### [What this task involves]
Search the entries for the line containing "index pip: (312, 239)". Repeat it, then every line after it, exactly through the final line.

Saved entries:
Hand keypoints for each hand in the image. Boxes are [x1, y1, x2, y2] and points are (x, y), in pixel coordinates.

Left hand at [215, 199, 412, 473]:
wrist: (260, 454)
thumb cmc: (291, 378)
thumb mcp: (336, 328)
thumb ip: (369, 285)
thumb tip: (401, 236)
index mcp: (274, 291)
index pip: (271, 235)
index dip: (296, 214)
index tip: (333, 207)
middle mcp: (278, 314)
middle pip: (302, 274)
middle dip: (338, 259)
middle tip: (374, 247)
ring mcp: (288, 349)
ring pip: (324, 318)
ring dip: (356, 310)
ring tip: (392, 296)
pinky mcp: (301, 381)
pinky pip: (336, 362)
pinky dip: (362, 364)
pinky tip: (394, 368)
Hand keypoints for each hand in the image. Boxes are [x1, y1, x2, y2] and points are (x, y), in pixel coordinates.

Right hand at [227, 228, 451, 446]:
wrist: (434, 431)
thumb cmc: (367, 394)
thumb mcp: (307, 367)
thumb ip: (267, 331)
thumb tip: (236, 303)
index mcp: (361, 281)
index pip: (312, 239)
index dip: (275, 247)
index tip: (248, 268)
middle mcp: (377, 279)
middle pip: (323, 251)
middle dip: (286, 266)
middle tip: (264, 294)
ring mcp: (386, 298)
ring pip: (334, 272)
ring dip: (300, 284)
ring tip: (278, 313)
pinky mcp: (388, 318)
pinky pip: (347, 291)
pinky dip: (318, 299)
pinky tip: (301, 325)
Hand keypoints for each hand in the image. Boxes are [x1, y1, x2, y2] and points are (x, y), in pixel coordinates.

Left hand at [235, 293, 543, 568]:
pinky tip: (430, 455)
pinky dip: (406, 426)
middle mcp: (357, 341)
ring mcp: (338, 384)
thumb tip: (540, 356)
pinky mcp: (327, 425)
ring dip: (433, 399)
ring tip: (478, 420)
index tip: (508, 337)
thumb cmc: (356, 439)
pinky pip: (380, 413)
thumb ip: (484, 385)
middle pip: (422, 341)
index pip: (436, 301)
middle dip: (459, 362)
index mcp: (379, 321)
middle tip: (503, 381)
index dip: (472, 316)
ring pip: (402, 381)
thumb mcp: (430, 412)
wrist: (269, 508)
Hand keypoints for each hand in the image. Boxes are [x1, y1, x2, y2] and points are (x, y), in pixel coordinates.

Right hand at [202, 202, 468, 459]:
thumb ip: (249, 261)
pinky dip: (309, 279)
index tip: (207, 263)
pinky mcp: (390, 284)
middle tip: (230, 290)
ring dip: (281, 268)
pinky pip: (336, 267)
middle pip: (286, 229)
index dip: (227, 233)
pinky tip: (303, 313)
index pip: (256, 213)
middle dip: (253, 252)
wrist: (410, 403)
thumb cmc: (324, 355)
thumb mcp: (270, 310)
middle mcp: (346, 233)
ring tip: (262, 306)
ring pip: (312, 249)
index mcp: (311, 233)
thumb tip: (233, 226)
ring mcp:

### [Task solution]
index pip: (312, 239)
index dip: (275, 247)
index tip: (248, 268)
middle mcp: (377, 279)
middle pip: (323, 251)
middle dip: (286, 266)
middle tip: (264, 294)
ring mcp: (386, 298)
ring pip: (334, 272)
ring dip: (300, 284)
ring tip: (278, 313)
pinky mcp: (388, 318)
pinky pip: (347, 291)
pinky dip: (318, 299)
pinky tip: (301, 325)
Hand keypoints for each hand in the image. Boxes are [x1, y1, x2, y2] and points are (x, y), in pixel coordinates.

Left hand at [235, 293, 543, 568]:
pinky tip: (430, 455)
pinky dip: (406, 426)
middle mcp: (357, 341)
ring mcp: (338, 384)
thumb tip: (540, 356)
pinky mcp: (327, 425)
ring dip: (433, 399)
ring tip: (478, 420)
index tip: (508, 337)
thumb cmc: (356, 439)
pinky pip: (380, 413)
thumb ip: (484, 385)
middle pip: (422, 341)
index pip: (436, 301)
middle dip: (459, 362)
index mcp: (379, 321)
middle tip: (503, 381)
index dip: (472, 316)
ring pip: (402, 381)
thumb mcp: (430, 412)
wrist: (269, 508)
Hand keypoints for each hand in the image. Boxes are [x1, y1, x2, y2] and points are (x, y), in pixel coordinates.

Right hand at [202, 202, 468, 459]:
thumb ip: (249, 261)
pinky dip: (309, 279)
index tip: (207, 263)
pinky mcp: (390, 284)
middle tip: (230, 290)
ring dip: (281, 268)
pinky pip: (336, 267)
middle pip: (286, 229)
index dip: (227, 233)
pinky tip: (303, 313)
index pip: (256, 213)
middle dip: (253, 252)
wrist: (410, 403)
thumb cmc: (324, 355)
thumb mcp: (270, 310)
middle mcp: (346, 233)
ring tip: (262, 306)
ring pip: (312, 249)
index mcp: (311, 233)
thumb tip: (233, 226)
ring mcp:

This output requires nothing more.